This all seemed perfectly normal to us. We didn’t match the conceptions of drug users presented by the media or government, but we were certain the same thing was happening everywhere in the country. We were not disabused of this notion until our friend Calhoun moved to Kansas City and came back to visit, telling us that all his new acquaintances thought he was an addict. I remember his explanation very clearly:

So the first day at work I start talkin’ to the guy that’s showin’ me around the place, and I ask him where I can get some weed, and, ya know, he tells me. And then I’m like, ‘so where can I get some pills,’ and—again—he tells me. Then I ask him where I can get some meth, and he says he doesn’t know. So I ask him if he knows where I can get some X, and he’s like, ‘what the f–k’s wrong with you!?’

Calhoun shrugged in disbelief. “I don’t know! I just thought people liked to party. I guess up there ya just do like one or two drugs at a time or somethin’ like that.” This pretty well blew our minds. Who wouldn’t do any and all drugs available to him? We weren’t even the craziest people we knew, so if we were addicts, we simply didn’t have the terminology to explain the people who were really out there—people like The Hawk and Bodean.

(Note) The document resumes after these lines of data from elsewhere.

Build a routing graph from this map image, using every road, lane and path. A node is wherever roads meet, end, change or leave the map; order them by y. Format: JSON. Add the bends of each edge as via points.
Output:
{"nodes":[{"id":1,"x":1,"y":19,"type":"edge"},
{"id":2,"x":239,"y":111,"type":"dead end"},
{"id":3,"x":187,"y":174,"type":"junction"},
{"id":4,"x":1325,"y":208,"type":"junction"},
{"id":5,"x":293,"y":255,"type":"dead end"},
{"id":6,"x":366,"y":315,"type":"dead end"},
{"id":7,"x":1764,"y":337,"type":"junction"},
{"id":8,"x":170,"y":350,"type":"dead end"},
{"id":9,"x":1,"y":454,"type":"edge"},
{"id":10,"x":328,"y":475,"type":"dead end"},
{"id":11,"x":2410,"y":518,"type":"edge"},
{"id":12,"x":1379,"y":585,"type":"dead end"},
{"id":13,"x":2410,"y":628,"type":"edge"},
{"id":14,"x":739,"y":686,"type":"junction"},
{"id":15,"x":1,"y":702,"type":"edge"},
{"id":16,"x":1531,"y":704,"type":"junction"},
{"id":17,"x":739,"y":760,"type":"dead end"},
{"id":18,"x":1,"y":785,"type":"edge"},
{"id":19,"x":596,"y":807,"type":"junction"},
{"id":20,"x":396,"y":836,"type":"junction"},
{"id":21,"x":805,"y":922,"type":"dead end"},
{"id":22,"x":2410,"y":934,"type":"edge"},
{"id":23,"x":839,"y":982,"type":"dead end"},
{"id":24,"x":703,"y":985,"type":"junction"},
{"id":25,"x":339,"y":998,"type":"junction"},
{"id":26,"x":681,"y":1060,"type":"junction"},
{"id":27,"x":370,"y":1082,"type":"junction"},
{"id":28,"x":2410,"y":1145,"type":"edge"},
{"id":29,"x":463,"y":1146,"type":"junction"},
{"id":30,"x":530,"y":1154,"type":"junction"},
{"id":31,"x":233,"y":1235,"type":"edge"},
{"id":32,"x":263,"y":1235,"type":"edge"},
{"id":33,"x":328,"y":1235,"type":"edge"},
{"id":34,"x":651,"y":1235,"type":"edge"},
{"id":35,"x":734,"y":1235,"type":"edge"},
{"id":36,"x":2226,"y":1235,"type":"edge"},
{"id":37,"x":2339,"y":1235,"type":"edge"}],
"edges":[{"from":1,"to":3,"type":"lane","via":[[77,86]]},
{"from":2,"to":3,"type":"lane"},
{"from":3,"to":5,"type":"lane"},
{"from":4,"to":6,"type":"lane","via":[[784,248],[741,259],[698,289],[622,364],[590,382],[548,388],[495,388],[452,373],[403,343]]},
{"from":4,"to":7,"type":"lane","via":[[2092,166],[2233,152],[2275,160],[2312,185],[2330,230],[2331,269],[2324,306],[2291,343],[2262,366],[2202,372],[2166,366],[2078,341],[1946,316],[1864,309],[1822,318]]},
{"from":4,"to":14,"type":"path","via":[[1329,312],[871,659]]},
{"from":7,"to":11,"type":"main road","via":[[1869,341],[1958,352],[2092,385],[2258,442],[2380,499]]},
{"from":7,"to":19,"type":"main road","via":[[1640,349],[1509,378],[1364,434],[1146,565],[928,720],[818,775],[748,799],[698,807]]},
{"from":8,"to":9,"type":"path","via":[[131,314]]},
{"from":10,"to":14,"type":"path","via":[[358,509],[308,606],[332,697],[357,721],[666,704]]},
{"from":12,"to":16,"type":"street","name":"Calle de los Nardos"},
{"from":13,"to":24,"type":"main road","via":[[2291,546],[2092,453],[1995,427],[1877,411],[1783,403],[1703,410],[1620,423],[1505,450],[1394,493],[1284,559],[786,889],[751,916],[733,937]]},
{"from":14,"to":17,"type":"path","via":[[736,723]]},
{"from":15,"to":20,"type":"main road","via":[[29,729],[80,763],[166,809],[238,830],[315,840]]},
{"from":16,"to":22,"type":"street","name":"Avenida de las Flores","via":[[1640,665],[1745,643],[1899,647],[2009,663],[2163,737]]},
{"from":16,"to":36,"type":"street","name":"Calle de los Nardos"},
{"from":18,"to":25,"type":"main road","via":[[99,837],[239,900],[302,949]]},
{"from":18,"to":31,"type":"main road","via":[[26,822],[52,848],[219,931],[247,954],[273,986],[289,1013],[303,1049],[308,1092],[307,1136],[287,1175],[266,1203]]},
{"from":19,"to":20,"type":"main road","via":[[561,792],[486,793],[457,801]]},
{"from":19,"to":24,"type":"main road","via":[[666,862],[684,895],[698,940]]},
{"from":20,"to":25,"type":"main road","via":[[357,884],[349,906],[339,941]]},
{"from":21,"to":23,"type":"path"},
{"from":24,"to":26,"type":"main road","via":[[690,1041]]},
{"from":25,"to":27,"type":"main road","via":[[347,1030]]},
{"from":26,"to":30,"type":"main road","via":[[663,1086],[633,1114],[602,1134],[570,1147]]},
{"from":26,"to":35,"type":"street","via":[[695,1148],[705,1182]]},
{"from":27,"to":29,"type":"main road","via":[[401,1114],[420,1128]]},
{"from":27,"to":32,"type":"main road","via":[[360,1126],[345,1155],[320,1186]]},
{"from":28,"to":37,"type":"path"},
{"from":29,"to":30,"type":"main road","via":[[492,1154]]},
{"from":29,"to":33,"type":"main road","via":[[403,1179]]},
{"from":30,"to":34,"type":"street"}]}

The Hawk was the best meth cook I knew. While the less competent chefs cooked up batches of gray or even brown dope filled with impurities, The Hawk’s stuff was always pure white—or occasionally blue when he was experimenting with a new recipe—and burned hard and pure going up the nostrils, like a white hot nail straight into your brain. But again, he did not fit the popular stereotype of a chef as some backwoods hick, rail-thin with half his teeth missing. He was skinny but not unusually so, in his early twenties when I knew him, with dark hair and nondescript features. If he wore dress pants and a tie he would have looked like a car salesman, but he was a damn sight smarter, nicer, and more honest than most car dealers I know. The Hawk sold drugs, but from what I could tell his primary income came from weed; the meth was more of a hobby. As friends of his, we never paid for the lines and quarter grams The Hawk gave us over the years, and even when dealing with higher quantities he never charged us retail. The guy was addicted to meth and probably benzos to boot, but he never wronged me or anyone I knew and still goes down as a standup guy in my book.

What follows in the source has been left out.